Mahjong defined cultural space when it crossed outside Chinatown boundaries, too. In her memoir Sweet Bamboo, the path-breaking Chinese American reporter Louise Leung Larson wrote of the time during the 1920s when her father—a successful Los Angeles herbalist—brought a mahjong set to a family outing on the beach. Louise was an avid mahjong player, but she recalled that she didn’t want to play that day because she realized the game highlighted her Chinese American otherness, reinforcing a sense of difference and exclusion. “We got stared at enough, without playing mahjong in public,” she later explained. Indeed, in 1923, the Chicago Tribune featured a story of “real Chinese actually playing Mahjong,” spotted outside of Chinatown.

Inside Chinatowns, though, the click of the tiles created a particularly resonant sense of a Chinese—and a Chinese American—space. When players shuffled the tiles, the clattering rumble could echo down alleyways. Walking along Chinatown’s sidewalks, one observer noted, a visitor could hear “mahjong pieces click crisply and the voluble conversation of the excited players” through open windows.

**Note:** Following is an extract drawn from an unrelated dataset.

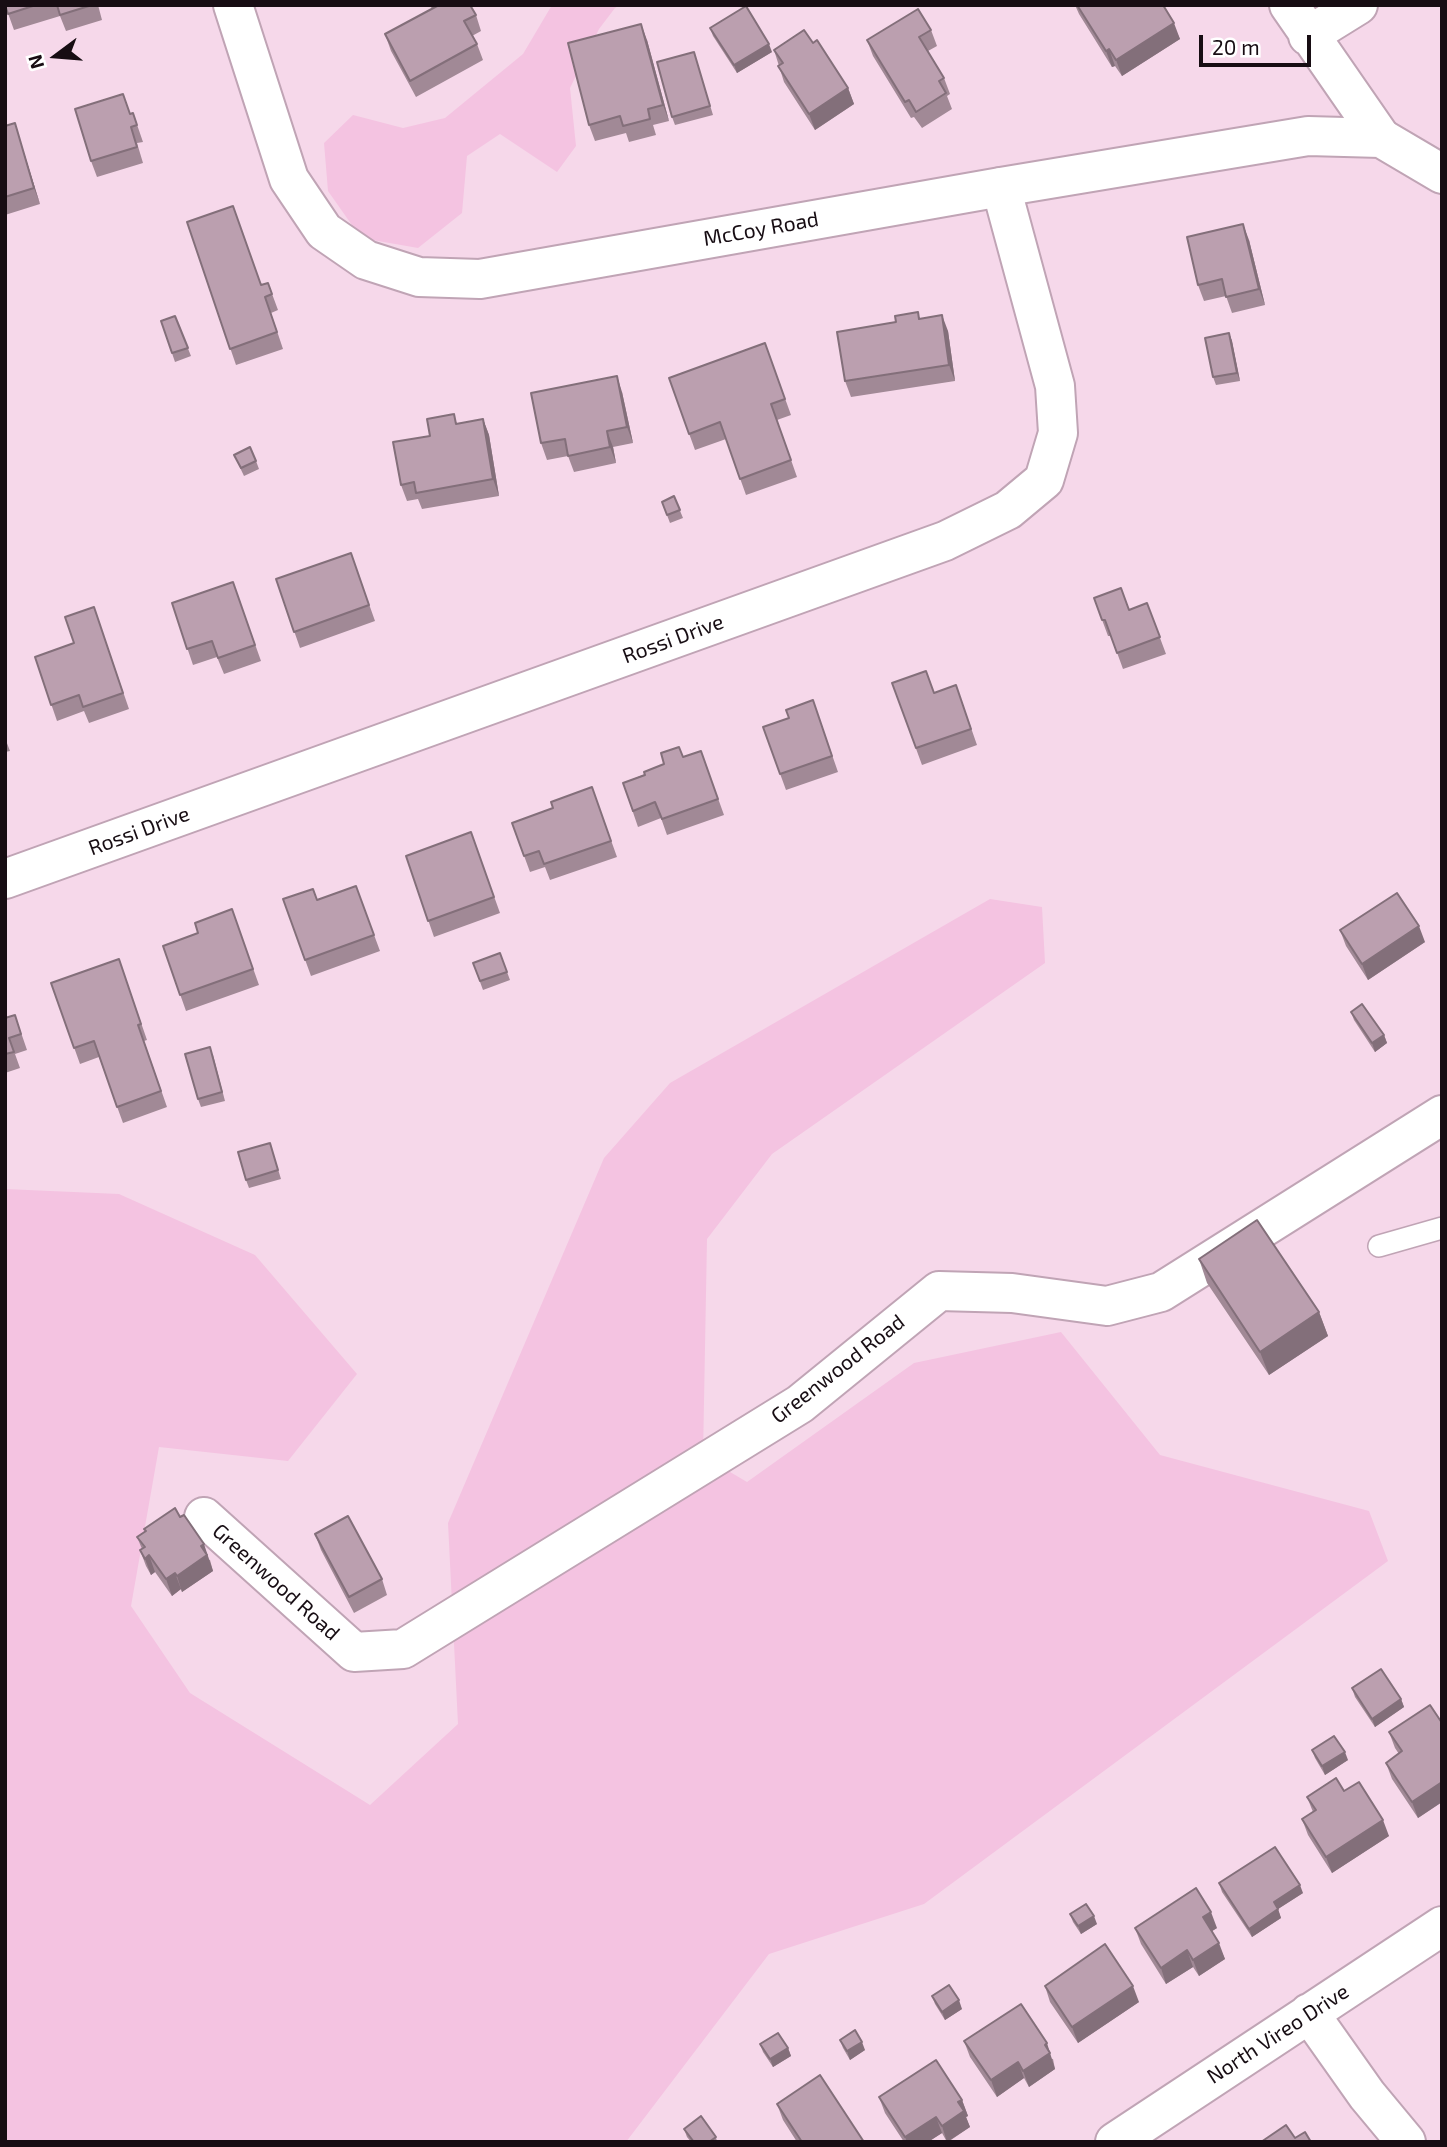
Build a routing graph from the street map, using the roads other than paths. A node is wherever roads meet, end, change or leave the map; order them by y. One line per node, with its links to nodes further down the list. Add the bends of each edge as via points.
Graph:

Chinese American communities have transformed since immigration reform in the mid-1960s ended the categorical exclusion of Asian immigrants. As the game has continued to evolve and change across Asia, fostering unique Filipino, Japanese, and Vietnamese mahjong cultures in addition to regional Chinese variations, Asian American mahjong cultures have deepened and diversified. Lunar New Year remains a time when families play together, and community centers host regular games among retirees. When the 2018 blockbuster film Crazy Rich Asians featured a pivotal mahjong scene, it helped reinvigorate a younger generation’s interest in the game and attached it once again to cosmopolitan glamor. A century after mahjong catapulted to global fame, its status as a game that could be both American and Chinese, and its unusual ability to bridge multiple kinds of social spaces across gender and generational divides, still serves a unique purpose in creating a larger sense of Chinese American—and now Asian American—ethnicity.